§ WHAT THIS TASK INVOLVES
Show the lines below where "dead" occurs.

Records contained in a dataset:

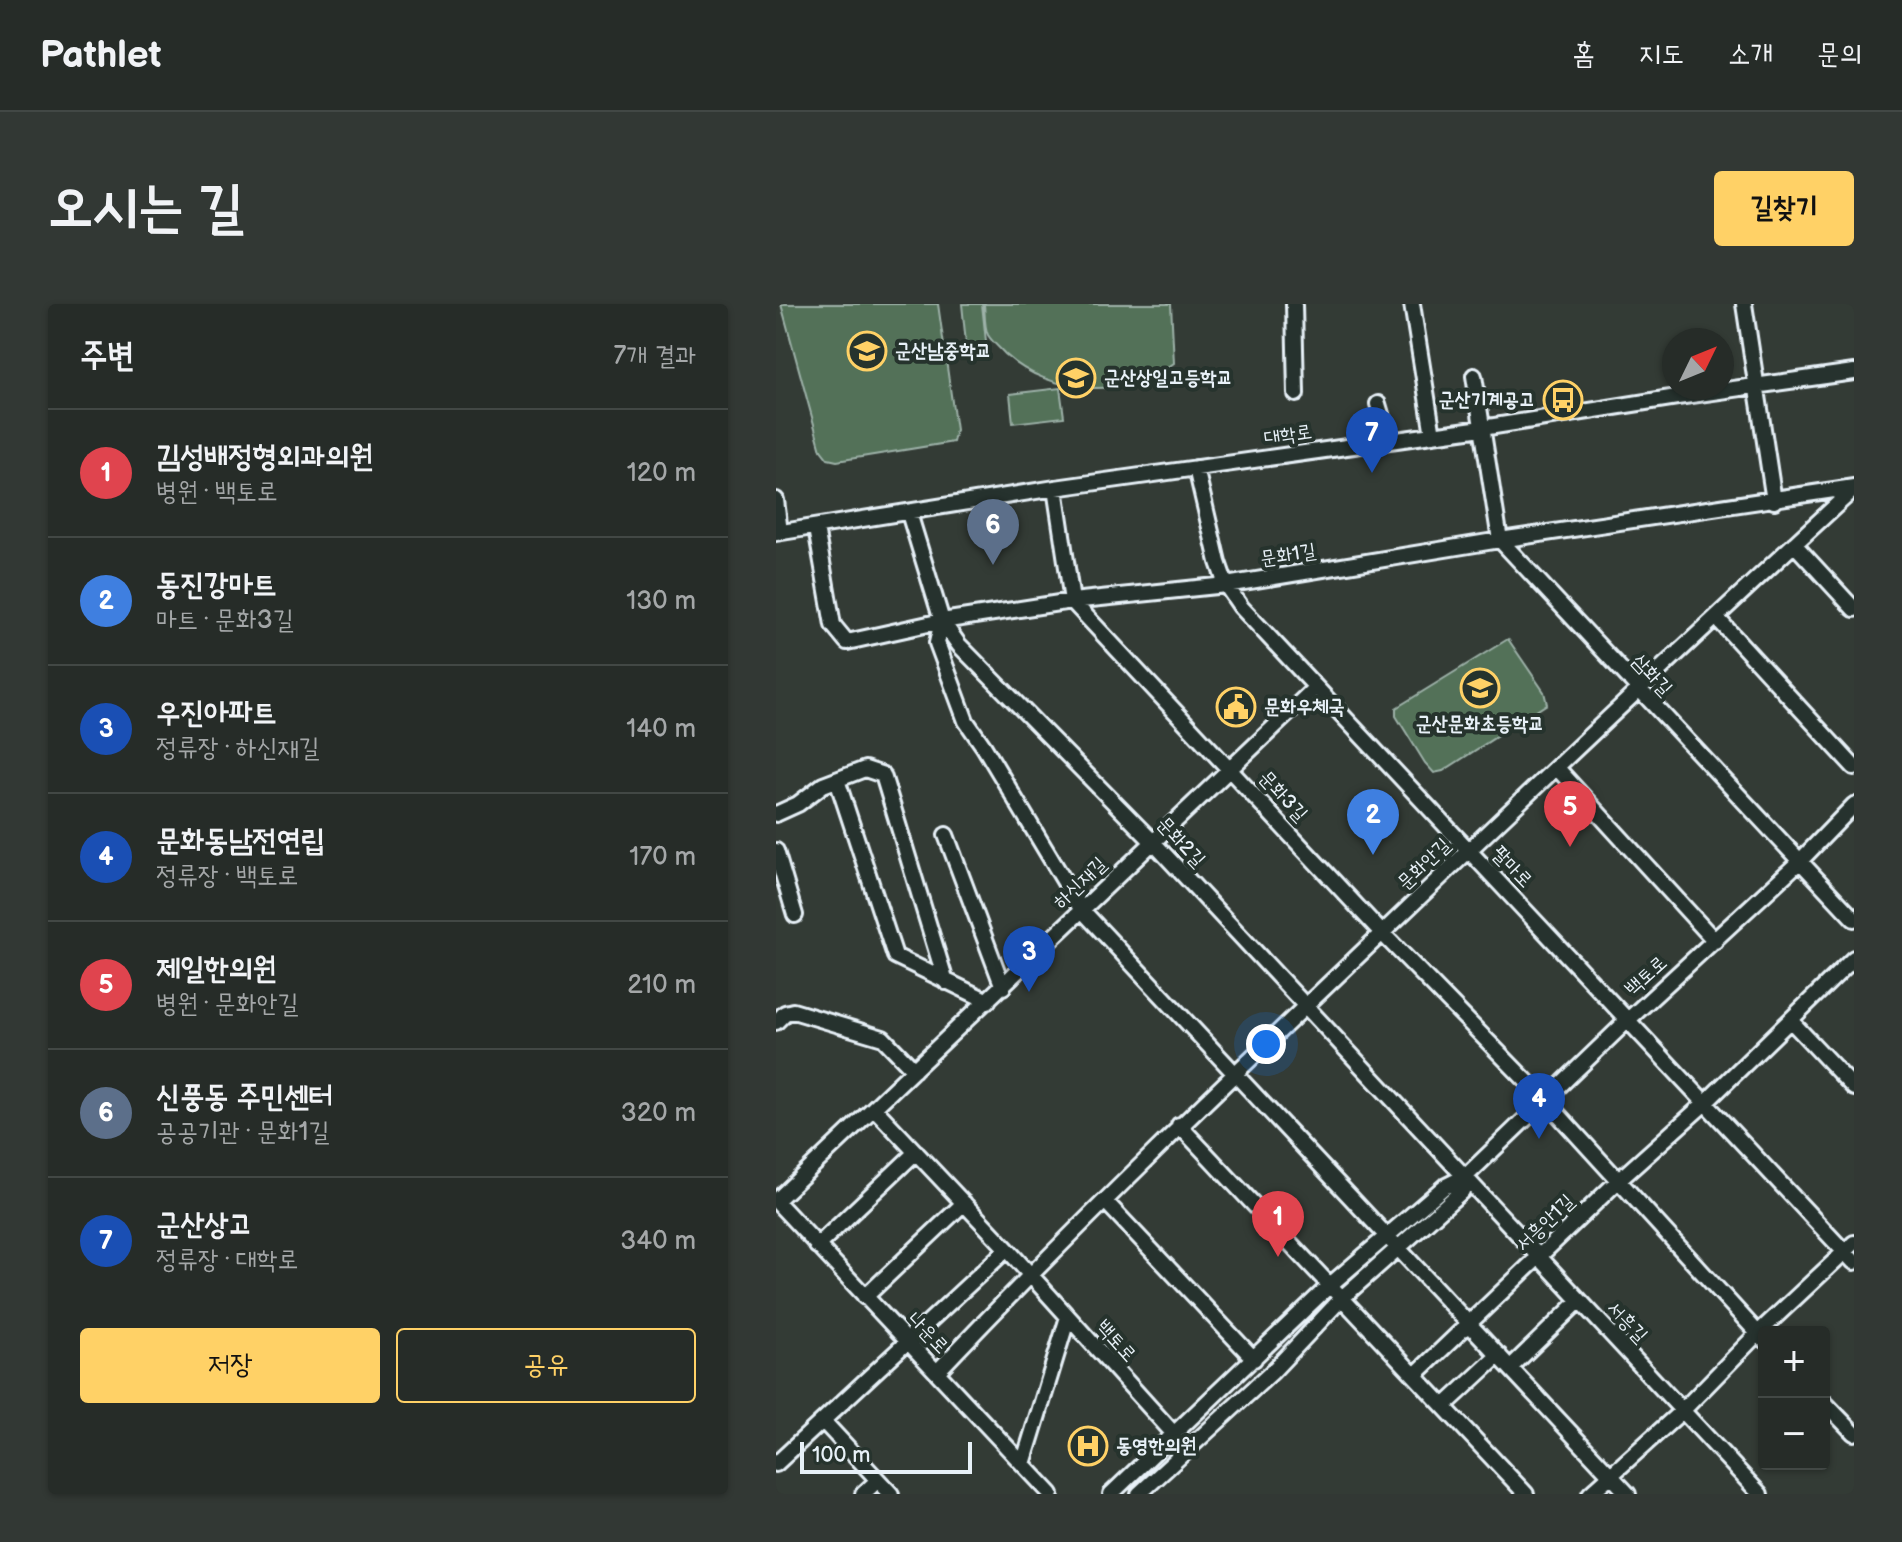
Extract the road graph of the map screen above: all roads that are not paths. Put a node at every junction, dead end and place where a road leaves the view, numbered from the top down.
1 (1294, 304) edge
2 (1412, 304) edge
3 (1744, 304) edge
4 (1854, 372) edge
5 (1474, 376) dead end
6 (1756, 386) junction
7 (1296, 394) dead end
8 (1378, 404) dead end
9 (1482, 428) junction
10 (1433, 435) junction
11 (1389, 441) junction
12 (1196, 468) junction
13 (1055, 488) junction
14 (1854, 488) edge
15 (776, 500) edge
16 (1774, 501) junction
17 (909, 513) junction
18 (816, 528) junction
19 (778, 532) edge
20 (1500, 540) junction
21 (1794, 544) junction
22 (1226, 585) junction
23 (1072, 601) junction
24 (1854, 609) edge
25 (1716, 617) junction
26 (942, 621) junction
27 (1315, 688) junction
28 (1638, 689) junction
29 (1854, 767) edge
30 (1557, 768) junction
31 (1230, 769) junction
32 (837, 780) junction
33 (1854, 805) edge
34 (776, 814) edge
35 (946, 835) dead end
36 (1152, 841) junction
37 (1467, 849) junction
38 (776, 851) edge
39 (1800, 861) junction
40 (1081, 909) junction
41 (795, 915) dead end
42 (1854, 919) edge
43 (1382, 933) junction
44 (1715, 941) junction
45 (1854, 958) edge
46 (946, 982) junction
47 (1003, 987) junction
48 (988, 1001) junction
49 (1306, 1006) junction
50 (779, 1015) edge
51 (1629, 1019) junction
52 (1791, 1021) junction
53 (914, 1070) junction
54 (1233, 1075) junction
55 (1854, 1088) edge
56 (1545, 1100) junction
57 (1705, 1103) junction
58 (874, 1108) junction
59 (1179, 1125) junction
60 (916, 1152) junction
61 (1466, 1176) junction
62 (1618, 1181) junction
63 (777, 1201) edge
64 (1105, 1201) junction
65 (964, 1203) junction
66 (1388, 1235) junction
67 (817, 1246) junction
68 (1007, 1249) junction
69 (1399, 1249) junction
70 (1851, 1253) edge
71 (1538, 1257) junction
72 (1029, 1275) junction
73 (1330, 1285) junction
74 (865, 1297) junction
75 (1342, 1298) junction
76 (1579, 1301) junction
77 (1068, 1317) junction
78 (1470, 1323) junction
79 (1773, 1326) edge
80 (1758, 1334) edge
81 (1758, 1340) edge
82 (908, 1342) junction
83 (1499, 1355) junction
84 (1254, 1359) junction
85 (1511, 1367) junction
86 (937, 1372) junction
87 (1415, 1375) junction
88 (1444, 1406) junction
89 (1830, 1408) edge
90 (1683, 1410) junction
91 (823, 1421) junction
92 (1854, 1433) edge
93 (1174, 1434) junction
94 (776, 1464) edge
95 (1023, 1464) junction
96 (1611, 1476) junction
97 (878, 1480) junction
98 (863, 1494) edge
99 (891, 1494) edge
100 (1051, 1494) edge
101 (1111, 1494) edge
102 (1139, 1494) edge
103 (1526, 1494) edge
104 (1590, 1494) edge
105 (1628, 1494) edge
106 (1760, 1494) edge

1 - 7 street
2 - 10 street
3 - 6 street
4 - 6 street, 대학로
5 - 9 street
6 - 9 street, 대학로
6 - 16 street
8 - 11 street
9 - 10 street, 대학로
9 - 20 street
10 - 11 street, 대학로
11 - 12 street, 대학로
12 - 13 street, 대학로
12 - 22 street, 팔마로
13 - 17 street, 대학로
13 - 23 street
14 - 16 street, 문화1길
14 - 21 street, 문화안길
15 - 19 street
16 - 20 street, 문화1길
17 - 18 street, 대학로
17 - 26 street, 문화2길
18 - 19 street, 대학로
18 - 26 street, 문화1길
20 - 22 street, 문화1길
20 - 28 street, 삼화길
21 - 24 street
21 - 25 street, 문화안길
22 - 23 street, 문화1길
22 - 27 street, 팔마로
23 - 26 street, 문화1길
23 - 31 street, 문화3길
25 - 28 street, 문화안길
25 - 29 street
26 - 36 street, 문화2길
26 - 40 street
27 - 31 street, 하신재길
27 - 37 street, 팔마로
28 - 30 street, 문화안길
28 - 39 street, 삼화길
30 - 37 street, 문화안길
30 - 44 street
31 - 36 street, 하신재길
31 - 43 street, 문화3길
32 - 34 street
32 - 46 street
32 - 46 street
33 - 39 street, 백토로
35 - 47 street
36 - 40 street, 하신재길
36 - 49 street, 문화2길
37 - 43 street, 문화안길
37 - 51 street, 팔마로
38 - 41 street
39 - 42 street, 삼화길
39 - 44 street, 백토로
40 - 47 street, 하신재길
40 - 54 street
43 - 49 street, 문화안길
43 - 56 street, 문화3길
44 - 51 street, 백토로
45 - 52 street, 서흥안1길
46 - 48 street
47 - 48 street, 하신재길
48 - 53 street, 하신재길
49 - 54 street, 문화안길
49 - 61 street, 문화2길
50 - 53 street
51 - 56 street, 백토로
51 - 57 street, 팔마로
52 - 55 street
52 - 57 street, 서흥안1길
53 - 58 street, 하신재길
54 - 59 street, 문화안길
54 - 66 street
56 - 61 street, 백토로
56 - 62 street, 문화3길
57 - 62 street, 서흥안1길
57 - 70 street, 팔마로
58 - 60 street
58 - 63 street, 하신재길
59 - 64 street, 문화안길
59 - 73 street
60 - 65 street
60 - 67 street
61 - 66 street, 백토로
61 - 69 street, 백토로
61 - 71 street, 서흥길
62 - 71 street, 서흥안1길
62 - 80 street, 문화3길
63 - 67 street, 나운로
64 - 72 street, 문화안길
64 - 84 street
65 - 68 street
65 - 74 street
66 - 69 street
66 - 73 street, 백토로
67 - 74 street, 나운로
68 - 72 street
68 - 82 street
69 - 75 street, 백토로
69 - 78 street
70 - 79 street
71 - 76 street, 서흥길
71 - 78 street, 서흥안1길
72 - 77 street, 백토로
72 - 86 street, 문화안길
73 - 75 street
73 - 84 street, 백토로
74 - 82 street, 나운로
75 - 87 street
75 - 102 street, 백토로
76 - 85 street
76 - 90 street, 서흥길
77 - 93 street, 백토로
77 - 95 street
78 - 83 street
78 - 87 street, 서흥안1길
81 - 90 street
82 - 86 street, 나운로
82 - 91 street
83 - 85 street
83 - 88 street
84 - 93 street, 백토로
85 - 96 street
86 - 95 street, 나운로
87 - 88 street
88 - 103 street
89 - 92 street
90 - 96 street
90 - 106 street, 서흥길
91 - 94 street
91 - 97 street
93 - 101 street, 백토로
95 - 100 street, 나운로
96 - 104 street
96 - 105 street
97 - 98 street
97 - 99 street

§ SOLUTION FOR THIS PROBLEM
Extract the road graph of the map screen above: all roads that are not paths. Put a node at every junction, dead end and place where a road leaves the view, numbered from the top down.
5 (1474, 376) dead end
7 (1296, 394) dead end
8 (1378, 404) dead end
35 (946, 835) dead end
41 (795, 915) dead end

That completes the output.